Previous studies have used cases with OCD to illustrate unconscious determinants (Lang, 1997; ) or describe ongoing analysis with a patient (Boehm, 2002; Willick, 1995) or report successful outcome (Parfitt, 1999; Chatterji, 1963) rather than to report outcome measures in any systematic way. Present study never attempted for traditional psychoanalytic therapy but with the course of therapy, assessment guided various therapeutic principles were employed as per requirement of sessions. Successful outcome was measured with the help of session-wise changes in OC symptoms, depression and dissociative experiences. However, follow up assessment after two months of termination could not be done quantitatively. More importantly, the individualised nature of intervention makes it difficult to replicate. Generally, such combination treatments display little about the effect of each individual intervention, and the absence of outcome measures precludes any conclusions regarding treatment efficacy. The literature is also limited and restricted to no well-designed clinical case reports of one or more adults with OCD with minimal replication for any approach. Hence, this demands consideration in further researches.
This study explores a new dimension of therapeutic management in OCD that doesn’t seek to follow any particular therapy regime but where empathic immersion into inner life and understanding in depth of the meaning of symptoms to the patient is important.

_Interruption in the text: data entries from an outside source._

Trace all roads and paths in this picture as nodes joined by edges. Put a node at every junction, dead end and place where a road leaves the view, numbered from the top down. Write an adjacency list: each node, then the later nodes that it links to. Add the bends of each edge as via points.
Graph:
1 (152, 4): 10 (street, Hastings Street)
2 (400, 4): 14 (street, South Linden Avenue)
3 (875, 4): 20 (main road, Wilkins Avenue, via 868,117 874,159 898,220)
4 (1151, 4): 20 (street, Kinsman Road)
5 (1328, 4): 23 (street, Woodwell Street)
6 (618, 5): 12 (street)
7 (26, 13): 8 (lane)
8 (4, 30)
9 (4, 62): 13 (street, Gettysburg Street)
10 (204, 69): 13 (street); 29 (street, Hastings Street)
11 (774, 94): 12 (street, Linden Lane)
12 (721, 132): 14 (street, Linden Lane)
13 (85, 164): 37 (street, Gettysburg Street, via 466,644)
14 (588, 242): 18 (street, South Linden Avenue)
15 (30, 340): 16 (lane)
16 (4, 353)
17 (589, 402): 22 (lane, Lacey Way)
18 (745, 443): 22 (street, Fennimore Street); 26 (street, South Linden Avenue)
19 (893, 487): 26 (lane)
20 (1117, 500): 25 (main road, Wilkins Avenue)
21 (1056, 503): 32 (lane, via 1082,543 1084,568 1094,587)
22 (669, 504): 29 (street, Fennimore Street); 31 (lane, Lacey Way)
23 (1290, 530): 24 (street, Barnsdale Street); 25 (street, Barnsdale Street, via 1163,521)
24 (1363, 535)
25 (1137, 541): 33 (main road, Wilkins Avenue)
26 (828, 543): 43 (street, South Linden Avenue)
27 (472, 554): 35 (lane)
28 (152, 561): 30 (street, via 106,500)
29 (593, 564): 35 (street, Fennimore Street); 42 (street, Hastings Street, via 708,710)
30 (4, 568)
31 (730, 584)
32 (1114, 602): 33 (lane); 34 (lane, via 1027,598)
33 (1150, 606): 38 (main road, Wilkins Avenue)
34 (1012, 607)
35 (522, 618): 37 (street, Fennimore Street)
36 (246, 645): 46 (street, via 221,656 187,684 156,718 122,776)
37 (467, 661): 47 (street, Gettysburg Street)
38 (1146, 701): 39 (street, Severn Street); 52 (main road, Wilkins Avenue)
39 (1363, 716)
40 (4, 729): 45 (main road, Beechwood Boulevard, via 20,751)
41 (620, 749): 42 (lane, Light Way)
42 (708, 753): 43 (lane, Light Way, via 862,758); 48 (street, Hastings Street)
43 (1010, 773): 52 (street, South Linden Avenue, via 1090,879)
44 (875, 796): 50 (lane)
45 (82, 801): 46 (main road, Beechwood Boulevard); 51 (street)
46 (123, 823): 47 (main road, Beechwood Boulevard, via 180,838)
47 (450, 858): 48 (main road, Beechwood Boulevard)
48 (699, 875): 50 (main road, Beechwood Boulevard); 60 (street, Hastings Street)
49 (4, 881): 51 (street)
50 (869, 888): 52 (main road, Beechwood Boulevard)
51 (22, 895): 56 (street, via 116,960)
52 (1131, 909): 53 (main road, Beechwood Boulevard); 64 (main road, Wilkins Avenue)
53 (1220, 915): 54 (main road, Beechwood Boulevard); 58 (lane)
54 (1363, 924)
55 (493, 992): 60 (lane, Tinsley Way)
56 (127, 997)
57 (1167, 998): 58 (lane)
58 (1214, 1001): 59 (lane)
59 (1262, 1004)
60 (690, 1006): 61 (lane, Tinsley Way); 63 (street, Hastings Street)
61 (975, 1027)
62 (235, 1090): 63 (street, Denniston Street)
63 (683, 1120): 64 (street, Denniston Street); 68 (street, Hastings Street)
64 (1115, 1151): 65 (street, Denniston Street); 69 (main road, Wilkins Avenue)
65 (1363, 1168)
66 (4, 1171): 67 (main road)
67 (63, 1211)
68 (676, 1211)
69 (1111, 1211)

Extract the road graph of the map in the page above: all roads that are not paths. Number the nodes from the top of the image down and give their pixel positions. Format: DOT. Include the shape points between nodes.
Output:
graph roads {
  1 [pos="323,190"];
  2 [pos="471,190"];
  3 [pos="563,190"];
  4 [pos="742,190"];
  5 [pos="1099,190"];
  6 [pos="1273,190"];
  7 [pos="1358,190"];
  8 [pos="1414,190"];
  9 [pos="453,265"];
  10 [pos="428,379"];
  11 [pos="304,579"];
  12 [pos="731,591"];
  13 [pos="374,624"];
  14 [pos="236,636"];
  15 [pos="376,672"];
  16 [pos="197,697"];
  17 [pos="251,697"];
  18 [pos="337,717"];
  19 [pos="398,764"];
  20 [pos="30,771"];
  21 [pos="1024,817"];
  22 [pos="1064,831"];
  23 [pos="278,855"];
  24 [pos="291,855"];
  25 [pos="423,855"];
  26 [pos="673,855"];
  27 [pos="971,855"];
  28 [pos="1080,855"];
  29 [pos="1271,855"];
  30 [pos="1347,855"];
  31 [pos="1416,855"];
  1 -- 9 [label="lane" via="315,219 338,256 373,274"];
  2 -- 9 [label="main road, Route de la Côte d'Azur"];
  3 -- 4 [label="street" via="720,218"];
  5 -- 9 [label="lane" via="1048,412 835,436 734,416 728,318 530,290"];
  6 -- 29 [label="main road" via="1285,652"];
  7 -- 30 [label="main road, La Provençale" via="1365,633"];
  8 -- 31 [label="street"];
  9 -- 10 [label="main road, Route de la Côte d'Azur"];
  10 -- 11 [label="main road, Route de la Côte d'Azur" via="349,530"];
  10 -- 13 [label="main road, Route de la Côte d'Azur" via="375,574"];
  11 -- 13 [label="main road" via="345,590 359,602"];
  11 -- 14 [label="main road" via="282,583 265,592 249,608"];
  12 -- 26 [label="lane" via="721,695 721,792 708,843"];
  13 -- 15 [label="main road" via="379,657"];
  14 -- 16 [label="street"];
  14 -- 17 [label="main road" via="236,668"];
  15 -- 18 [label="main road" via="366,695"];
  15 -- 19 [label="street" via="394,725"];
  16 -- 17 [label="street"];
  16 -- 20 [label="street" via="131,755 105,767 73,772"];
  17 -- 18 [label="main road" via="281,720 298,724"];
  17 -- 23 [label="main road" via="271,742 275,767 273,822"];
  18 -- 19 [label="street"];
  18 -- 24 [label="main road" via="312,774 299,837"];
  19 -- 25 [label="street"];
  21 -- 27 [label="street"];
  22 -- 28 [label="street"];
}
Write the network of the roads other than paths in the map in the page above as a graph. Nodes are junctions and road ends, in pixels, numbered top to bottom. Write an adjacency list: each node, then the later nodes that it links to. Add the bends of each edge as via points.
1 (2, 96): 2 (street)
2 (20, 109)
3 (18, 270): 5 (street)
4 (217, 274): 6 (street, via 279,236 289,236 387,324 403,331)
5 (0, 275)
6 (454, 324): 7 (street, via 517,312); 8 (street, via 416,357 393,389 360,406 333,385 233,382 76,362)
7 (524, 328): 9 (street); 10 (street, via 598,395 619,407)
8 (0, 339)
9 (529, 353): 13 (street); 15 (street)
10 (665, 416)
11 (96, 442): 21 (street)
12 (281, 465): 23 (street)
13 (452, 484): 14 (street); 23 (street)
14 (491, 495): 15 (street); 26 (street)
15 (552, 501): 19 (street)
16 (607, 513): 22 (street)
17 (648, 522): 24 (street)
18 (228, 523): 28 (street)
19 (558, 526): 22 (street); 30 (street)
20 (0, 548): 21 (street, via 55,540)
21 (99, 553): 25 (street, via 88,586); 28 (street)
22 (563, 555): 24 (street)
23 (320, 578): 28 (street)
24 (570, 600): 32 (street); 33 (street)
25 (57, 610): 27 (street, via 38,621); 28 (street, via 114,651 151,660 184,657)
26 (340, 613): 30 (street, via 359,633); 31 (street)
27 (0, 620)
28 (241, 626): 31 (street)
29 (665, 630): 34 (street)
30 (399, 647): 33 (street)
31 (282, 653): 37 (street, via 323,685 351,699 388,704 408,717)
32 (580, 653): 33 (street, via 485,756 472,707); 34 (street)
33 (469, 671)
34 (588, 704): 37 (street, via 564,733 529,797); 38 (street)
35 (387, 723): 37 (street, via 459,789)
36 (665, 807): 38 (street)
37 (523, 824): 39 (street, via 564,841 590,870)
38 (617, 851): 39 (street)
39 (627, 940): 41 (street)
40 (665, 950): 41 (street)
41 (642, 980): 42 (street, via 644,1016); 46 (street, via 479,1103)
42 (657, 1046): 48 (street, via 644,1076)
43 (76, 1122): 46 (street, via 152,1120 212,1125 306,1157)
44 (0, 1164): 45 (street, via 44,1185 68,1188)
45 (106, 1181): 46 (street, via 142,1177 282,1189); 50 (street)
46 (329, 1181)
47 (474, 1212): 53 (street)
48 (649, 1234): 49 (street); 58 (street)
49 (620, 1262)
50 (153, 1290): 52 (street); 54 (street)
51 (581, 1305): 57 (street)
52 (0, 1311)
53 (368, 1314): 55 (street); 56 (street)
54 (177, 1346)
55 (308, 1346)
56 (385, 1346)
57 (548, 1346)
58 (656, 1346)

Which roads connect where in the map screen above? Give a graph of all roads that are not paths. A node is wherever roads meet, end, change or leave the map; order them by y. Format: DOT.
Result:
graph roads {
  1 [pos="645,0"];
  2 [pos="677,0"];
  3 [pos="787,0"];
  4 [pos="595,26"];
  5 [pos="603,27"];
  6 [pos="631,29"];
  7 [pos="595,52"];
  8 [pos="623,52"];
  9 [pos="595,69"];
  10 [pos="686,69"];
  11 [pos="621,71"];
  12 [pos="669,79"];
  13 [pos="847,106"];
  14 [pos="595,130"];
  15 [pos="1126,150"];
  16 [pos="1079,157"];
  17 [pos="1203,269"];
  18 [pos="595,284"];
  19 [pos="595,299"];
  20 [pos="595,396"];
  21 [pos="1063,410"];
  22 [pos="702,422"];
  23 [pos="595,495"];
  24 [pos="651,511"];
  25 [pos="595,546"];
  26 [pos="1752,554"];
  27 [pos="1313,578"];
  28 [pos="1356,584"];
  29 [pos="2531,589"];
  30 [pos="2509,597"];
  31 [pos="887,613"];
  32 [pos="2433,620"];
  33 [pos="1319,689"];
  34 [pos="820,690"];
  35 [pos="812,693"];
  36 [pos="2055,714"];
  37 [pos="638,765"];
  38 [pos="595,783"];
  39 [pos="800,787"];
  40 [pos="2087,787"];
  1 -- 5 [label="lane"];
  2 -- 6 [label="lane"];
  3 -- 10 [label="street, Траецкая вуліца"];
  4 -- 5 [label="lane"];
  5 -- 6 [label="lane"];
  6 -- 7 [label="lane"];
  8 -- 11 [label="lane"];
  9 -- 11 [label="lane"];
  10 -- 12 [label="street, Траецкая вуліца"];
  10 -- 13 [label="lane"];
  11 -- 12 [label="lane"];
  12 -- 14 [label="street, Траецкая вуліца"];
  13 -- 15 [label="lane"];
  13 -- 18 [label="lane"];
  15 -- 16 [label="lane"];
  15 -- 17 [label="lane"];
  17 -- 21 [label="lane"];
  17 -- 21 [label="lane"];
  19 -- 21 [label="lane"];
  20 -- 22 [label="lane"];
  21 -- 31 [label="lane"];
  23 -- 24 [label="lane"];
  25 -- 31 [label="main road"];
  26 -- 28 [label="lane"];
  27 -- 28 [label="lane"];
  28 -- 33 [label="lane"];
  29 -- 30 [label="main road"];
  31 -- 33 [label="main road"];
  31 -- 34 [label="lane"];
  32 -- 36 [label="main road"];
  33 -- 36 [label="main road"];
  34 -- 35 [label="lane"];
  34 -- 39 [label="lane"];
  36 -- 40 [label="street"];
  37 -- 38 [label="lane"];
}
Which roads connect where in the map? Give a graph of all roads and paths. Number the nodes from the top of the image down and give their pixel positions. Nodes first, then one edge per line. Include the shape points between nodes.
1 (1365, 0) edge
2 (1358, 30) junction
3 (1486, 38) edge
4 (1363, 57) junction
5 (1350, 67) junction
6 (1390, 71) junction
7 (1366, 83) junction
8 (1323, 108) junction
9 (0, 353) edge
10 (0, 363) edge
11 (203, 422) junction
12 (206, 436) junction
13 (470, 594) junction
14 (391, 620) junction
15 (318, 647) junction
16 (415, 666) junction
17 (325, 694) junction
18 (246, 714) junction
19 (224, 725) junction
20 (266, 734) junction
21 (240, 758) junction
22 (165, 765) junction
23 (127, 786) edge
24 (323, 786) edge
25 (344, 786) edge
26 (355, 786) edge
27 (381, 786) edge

Conclusion: The appreciation and assistance in working through unresolved conflicts and troublesome developmental issues with the application of eclectic approach of behavioural, cognitive and psychodynamic principles regarding symptom development and maintenance, perhaps aided by SSRIs, demonstrated significant efficacy in improving OCD and depression from severe to mild level in a case with comorbid dissociative disorder which was not manageable with pharmacotherapy alone. Thus, there is a need to explore the relevance of an eclectic approach including psychodynamic interpretations in OCD to understand the specific procedural and process-based aspects.